Equity research is in many ways more of an art than exact science. Inderes works with a fundamentals-based equity research approach - this means our research is founded on a view of each company’s fair value (based on business fundamentals) & attractiveness of the risk/reward ratio with a given valuation.
Some basic principles behind our recommendation policy can be found here (Under title “Inderes disclaimer”).
If you have any questions on how we do & communicate our research, want to challenge our approach or just have any thoughts on this topic, feel free to discuss it here company-specific topics and research reports we can always discuss in the company threads, but lets use this thread for broader topics that are not necessarily specific to a particular company
Glad to hear you like our material! we’re also more than happy to take some tough love when you spot something we can do better
I’ll reply here as the question relates to our research overall. Ramping up research coverage of any company requires us to build a good understanding of their markets. Some sectors we have more history with and in those cases starting a new coverage is quicker. We try to pool similar companies together so our analysts get information synergies where available.

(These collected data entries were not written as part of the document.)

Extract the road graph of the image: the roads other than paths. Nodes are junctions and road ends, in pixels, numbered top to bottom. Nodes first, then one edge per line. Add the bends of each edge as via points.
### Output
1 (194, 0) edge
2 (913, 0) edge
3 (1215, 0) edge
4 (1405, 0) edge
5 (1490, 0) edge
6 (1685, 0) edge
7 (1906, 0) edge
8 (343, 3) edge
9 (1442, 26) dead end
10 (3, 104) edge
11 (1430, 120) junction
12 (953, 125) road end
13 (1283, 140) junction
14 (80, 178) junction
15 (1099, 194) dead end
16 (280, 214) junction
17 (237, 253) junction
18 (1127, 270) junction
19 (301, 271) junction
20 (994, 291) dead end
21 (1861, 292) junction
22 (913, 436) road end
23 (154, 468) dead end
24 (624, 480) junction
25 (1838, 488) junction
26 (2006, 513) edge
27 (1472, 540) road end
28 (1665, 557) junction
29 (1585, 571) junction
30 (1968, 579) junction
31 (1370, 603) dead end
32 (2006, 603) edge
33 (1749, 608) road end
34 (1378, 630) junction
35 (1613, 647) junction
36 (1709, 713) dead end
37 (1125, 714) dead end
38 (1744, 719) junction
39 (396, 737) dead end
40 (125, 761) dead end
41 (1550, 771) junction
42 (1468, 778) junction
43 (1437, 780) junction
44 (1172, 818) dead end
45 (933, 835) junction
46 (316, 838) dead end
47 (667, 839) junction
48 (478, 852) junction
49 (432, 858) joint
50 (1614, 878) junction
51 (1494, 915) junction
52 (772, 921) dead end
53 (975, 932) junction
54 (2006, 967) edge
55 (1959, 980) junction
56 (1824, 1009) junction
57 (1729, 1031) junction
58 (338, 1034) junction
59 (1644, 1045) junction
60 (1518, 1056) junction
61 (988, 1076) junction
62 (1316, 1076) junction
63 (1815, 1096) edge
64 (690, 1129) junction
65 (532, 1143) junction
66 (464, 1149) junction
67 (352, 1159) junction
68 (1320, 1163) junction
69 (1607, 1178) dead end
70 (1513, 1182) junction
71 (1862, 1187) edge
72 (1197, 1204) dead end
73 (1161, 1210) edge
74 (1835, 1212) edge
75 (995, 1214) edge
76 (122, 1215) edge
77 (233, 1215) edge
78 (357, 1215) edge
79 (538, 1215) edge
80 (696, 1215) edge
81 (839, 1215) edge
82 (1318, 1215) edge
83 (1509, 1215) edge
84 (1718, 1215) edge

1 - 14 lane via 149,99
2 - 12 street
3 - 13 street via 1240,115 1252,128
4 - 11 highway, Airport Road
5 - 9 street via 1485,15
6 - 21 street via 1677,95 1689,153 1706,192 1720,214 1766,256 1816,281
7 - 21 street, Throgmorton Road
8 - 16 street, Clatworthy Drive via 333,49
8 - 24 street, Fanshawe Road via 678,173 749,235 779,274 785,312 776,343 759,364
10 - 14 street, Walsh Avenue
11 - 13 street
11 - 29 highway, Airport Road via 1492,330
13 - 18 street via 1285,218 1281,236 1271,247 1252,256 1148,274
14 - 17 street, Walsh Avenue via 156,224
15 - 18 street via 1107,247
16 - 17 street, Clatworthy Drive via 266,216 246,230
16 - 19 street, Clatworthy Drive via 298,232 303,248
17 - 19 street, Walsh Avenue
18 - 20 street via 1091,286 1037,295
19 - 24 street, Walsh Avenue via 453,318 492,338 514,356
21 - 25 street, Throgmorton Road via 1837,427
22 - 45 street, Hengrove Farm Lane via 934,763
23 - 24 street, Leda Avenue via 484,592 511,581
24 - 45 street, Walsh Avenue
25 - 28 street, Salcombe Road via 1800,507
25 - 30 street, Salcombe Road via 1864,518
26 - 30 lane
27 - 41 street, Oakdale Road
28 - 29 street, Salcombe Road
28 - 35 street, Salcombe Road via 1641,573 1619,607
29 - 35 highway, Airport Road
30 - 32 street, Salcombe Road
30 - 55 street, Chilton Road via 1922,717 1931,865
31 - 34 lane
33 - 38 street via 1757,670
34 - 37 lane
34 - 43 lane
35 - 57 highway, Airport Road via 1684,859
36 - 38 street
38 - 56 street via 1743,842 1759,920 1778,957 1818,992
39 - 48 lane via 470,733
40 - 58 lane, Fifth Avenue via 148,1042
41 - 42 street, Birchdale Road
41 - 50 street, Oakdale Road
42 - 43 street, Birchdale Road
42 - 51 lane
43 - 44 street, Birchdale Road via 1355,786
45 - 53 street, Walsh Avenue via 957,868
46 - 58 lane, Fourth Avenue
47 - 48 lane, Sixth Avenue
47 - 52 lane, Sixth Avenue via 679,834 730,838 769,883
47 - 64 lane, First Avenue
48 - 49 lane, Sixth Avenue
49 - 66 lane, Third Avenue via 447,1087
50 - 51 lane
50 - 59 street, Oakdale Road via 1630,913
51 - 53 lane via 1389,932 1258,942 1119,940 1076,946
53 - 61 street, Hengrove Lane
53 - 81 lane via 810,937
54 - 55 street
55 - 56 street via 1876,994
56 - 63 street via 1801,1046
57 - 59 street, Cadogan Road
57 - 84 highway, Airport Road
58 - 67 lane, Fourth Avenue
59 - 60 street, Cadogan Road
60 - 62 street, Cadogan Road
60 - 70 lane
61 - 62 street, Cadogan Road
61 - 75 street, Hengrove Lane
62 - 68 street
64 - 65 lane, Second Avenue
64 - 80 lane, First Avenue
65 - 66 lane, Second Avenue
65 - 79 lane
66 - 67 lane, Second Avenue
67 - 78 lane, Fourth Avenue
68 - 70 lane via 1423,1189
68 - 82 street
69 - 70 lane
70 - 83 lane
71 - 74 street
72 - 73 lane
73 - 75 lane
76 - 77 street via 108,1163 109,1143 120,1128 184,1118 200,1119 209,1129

With new sectors (like Aiforia with their very specific niche within healthcare software products) getting to a good understanding of market takes more work. Sources used and the order in which things are done varies a bit by analyst/sector but typically I go through the following:
Target company’s official reports (ideally dating back multiple years if available), prospectus and presentations (videos & powerpoints) and other published information (company website etc.)
Sources cited by the company in their communication (assess the validity of their statements independently)
Peer companies’ official reports / websites
Industry/Market study companies’ articles & reports (depending a bit on availability)
Articles by industry thought leaders
Find counterarguments for key statements forming the company’s equity story (figure out what you think is reasonable to believe & where the key risks are)
Test your counterarguments and drill into details in a meeting with company management (could take anything from ~2 to 8 hours)
Talk to any connections we have in the industry (not always possible)
Writing the initiation of coverage -report (usually ~30-50 pages) is also a great way to get clarity on what really matters for a given company. In many cases after going through a big pile of information you can pinpoint just a handful of things that make or break the company’s equity story. During the ~4-6 weeks we spend on the initiation report we get to a good level of comfort with our views.
Our analysts often have some experience/connection to the sectors they analyse (not always), but I think this is only very rarely a requirement (maybe only for drug developers) to do quality research.
You inadvertently explained one reason why I read your analyses.
I would never have the time and skill to delve so thoroughly and comprehensively into a single company. I can read your analysis and then research further.
If I had to do the analysis myself from scratch, it would be impossible. You really have to put in a lot of work, especially when you start researching a new company in a specialized field.
Thank you for the exceptionally comprehensive response; I appreciate it. You’re doing great work.
@Antti_Luiro This is a minor thing, but I´m curious why Inderes doesn´t include metrics such as ROIC and ROCE in the reports or on the company sites? These are quite common metrics and I often end up on Morningstar to check them out
ROI & ROE we do have on company pages & reports, but not ROIC or ROCE like you said. They have a bit different use cases, I’m checking with my analyst colleagues why we have left those two out
I would say that this is mostly based on historical reasons and we have not reviewed this decision in years. We have got ROE, ROI and ROIC available automatically from our standard model (same for all companies).
I guess ROE has its place in tables as we are equity analysts. ROE is also fairly simple figure and also a common pair to compare with P/B. However, it is more arguable whether ROIC is more informative for investors than ROI as I think we should have one (but no more) figure that takes into account company entire capital and its return. I will bring this up to discussion with our development team. Differences between ROI and ROCE are relatively minor in my opinion, thus I do not see major need to add more figures to the tables.